Working data below:

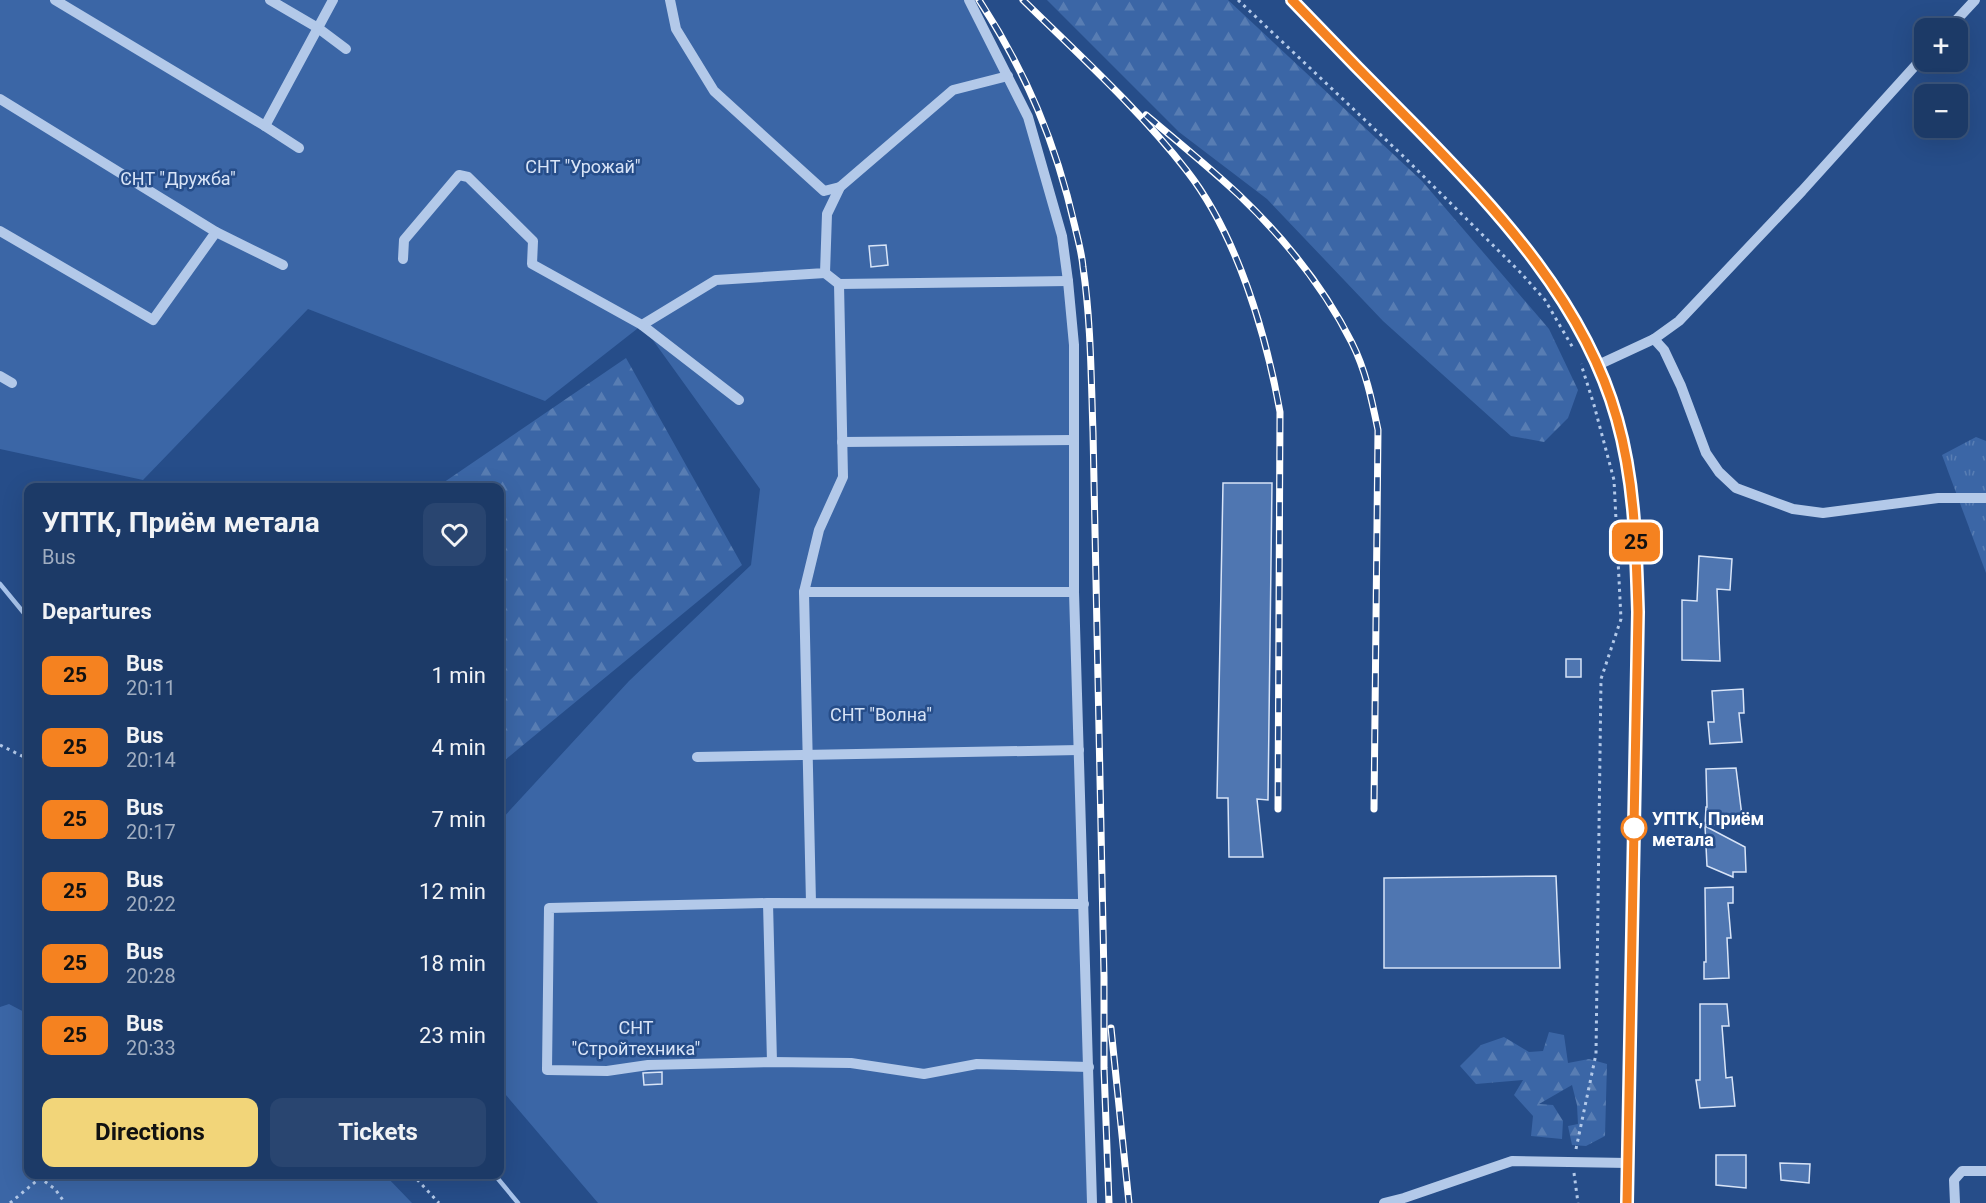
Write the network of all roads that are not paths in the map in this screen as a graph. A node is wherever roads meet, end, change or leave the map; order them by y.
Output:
1 (55, 0) edge
2 (270, 0) edge
3 (333, 0) edge
4 (670, 0) edge
5 (969, 0) edge
6 (1292, 0) edge
7 (1977, 0) edge
8 (1986, 3) edge
9 (1959, 18) edge
10 (318, 28) junction
11 (346, 49) dead end
12 (1914, 67) edge
13 (1008, 76) junction
14 (0, 99) edge
15 (265, 126) junction
16 (299, 148) dead end
17 (840, 187) junction
18 (0, 231) edge
19 (216, 232) junction
20 (403, 259) dead end
21 (282, 265) dead end
22 (825, 273) junction
23 (1068, 281) junction
24 (839, 284) junction
25 (642, 325) junction
26 (1654, 339) junction
27 (1598, 365) junction
28 (0, 376) edge
29 (12, 383) dead end
30 (739, 400) dead end
31 (1073, 440) junction
32 (842, 442) junction
33 (1986, 498) edge
34 (804, 592) junction
35 (1074, 592) junction
36 (1079, 750) junction
37 (806, 755) junction
38 (697, 757) dead end
39 (768, 903) junction
40 (811, 903) junction
41 (1084, 904) junction
42 (772, 1062) junction
43 (1089, 1067) junction
44 (1628, 1163) junction
45 (1986, 1171) edge
46 (1092, 1203) edge
47 (1384, 1203) edge
48 (1627, 1203) edge
49 (1955, 1203) edge

1 - 15 street
2 - 10 street
3 - 10 street
4 - 17 street
5 - 13 street
6 - 27 street
7 - 8 street
7 - 9 street
10 - 11 street
10 - 15 street
12 - 26 street
13 - 17 street
13 - 23 street
14 - 19 street
15 - 16 street
17 - 22 street
18 - 19 street
19 - 21 street
20 - 25 street
22 - 24 street
22 - 25 street
23 - 24 street
23 - 31 street
24 - 32 street
25 - 30 street
26 - 27 street
26 - 33 street
27 - 44 street
28 - 29 street
31 - 32 street
31 - 35 street
32 - 34 street
34 - 35 street
34 - 37 street
35 - 36 street
36 - 37 street
36 - 41 street
37 - 38 street
37 - 40 street
39 - 40 street
39 - 42 street
39 - 42 street
40 - 41 street
41 - 43 street
42 - 43 street
43 - 46 street
44 - 47 street
44 - 48 street
45 - 49 street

End of Working data.

What you have to do — Leave the pictures out and output the rest of the data word for word.

Solution for this task —
Write the network of all roads that are not paths in the map in this screen as a graph. A node is wherever roads meet, end, change or leave the map; order them by y.
Output:
1 (55, 0) edge
2 (270, 0) edge
3 (333, 0) edge
4 (670, 0) edge
5 (969, 0) edge
6 (1292, 0) edge
7 (1977, 0) edge
8 (1986, 3) edge
9 (1959, 18) edge
10 (318, 28) junction
11 (346, 49) dead end
12 (1914, 67) edge
13 (1008, 76) junction
14 (0, 99) edge
15 (265, 126) junction
16 (299, 148) dead end
17 (840, 187) junction
18 (0, 231) edge
19 (216, 232) junction
20 (403, 259) dead end
21 (282, 265) dead end
22 (825, 273) junction
23 (1068, 281) junction
24 (839, 284) junction
25 (642, 325) junction
26 (1654, 339) junction
27 (1598, 365) junction
28 (0, 376) edge
29 (12, 383) dead end
30 (739, 400) dead end
31 (1073, 440) junction
32 (842, 442) junction
33 (1986, 498) edge
34 (804, 592) junction
35 (1074, 592) junction
36 (1079, 750) junction
37 (806, 755) junction
38 (697, 757) dead end
39 (768, 903) junction
40 (811, 903) junction
41 (1084, 904) junction
42 (772, 1062) junction
43 (1089, 1067) junction
44 (1628, 1163) junction
45 (1986, 1171) edge
46 (1092, 1203) edge
47 (1384, 1203) edge
48 (1627, 1203) edge
49 (1955, 1203) edge

1 - 15 street
2 - 10 street
3 - 10 street
4 - 17 street
5 - 13 street
6 - 27 street
7 - 8 street
7 - 9 street
10 - 11 street
10 - 15 street
12 - 26 street
13 - 17 street
13 - 23 street
14 - 19 street
15 - 16 street
17 - 22 street
18 - 19 street
19 - 21 street
20 - 25 street
22 - 24 street
22 - 25 street
23 - 24 street
23 - 31 street
24 - 32 street
25 - 30 street
26 - 27 street
26 - 33 street
27 - 44 street
28 - 29 street
31 - 32 street
31 - 35 street
32 - 34 street
34 - 35 street
34 - 37 street
35 - 36 street
36 - 37 street
36 - 41 street
37 - 38 street
37 - 40 street
39 - 40 street
39 - 42 street
39 - 42 street
40 - 41 street
41 - 43 street
42 - 43 street
43 - 46 street
44 - 47 street
44 - 48 street
45 - 49 street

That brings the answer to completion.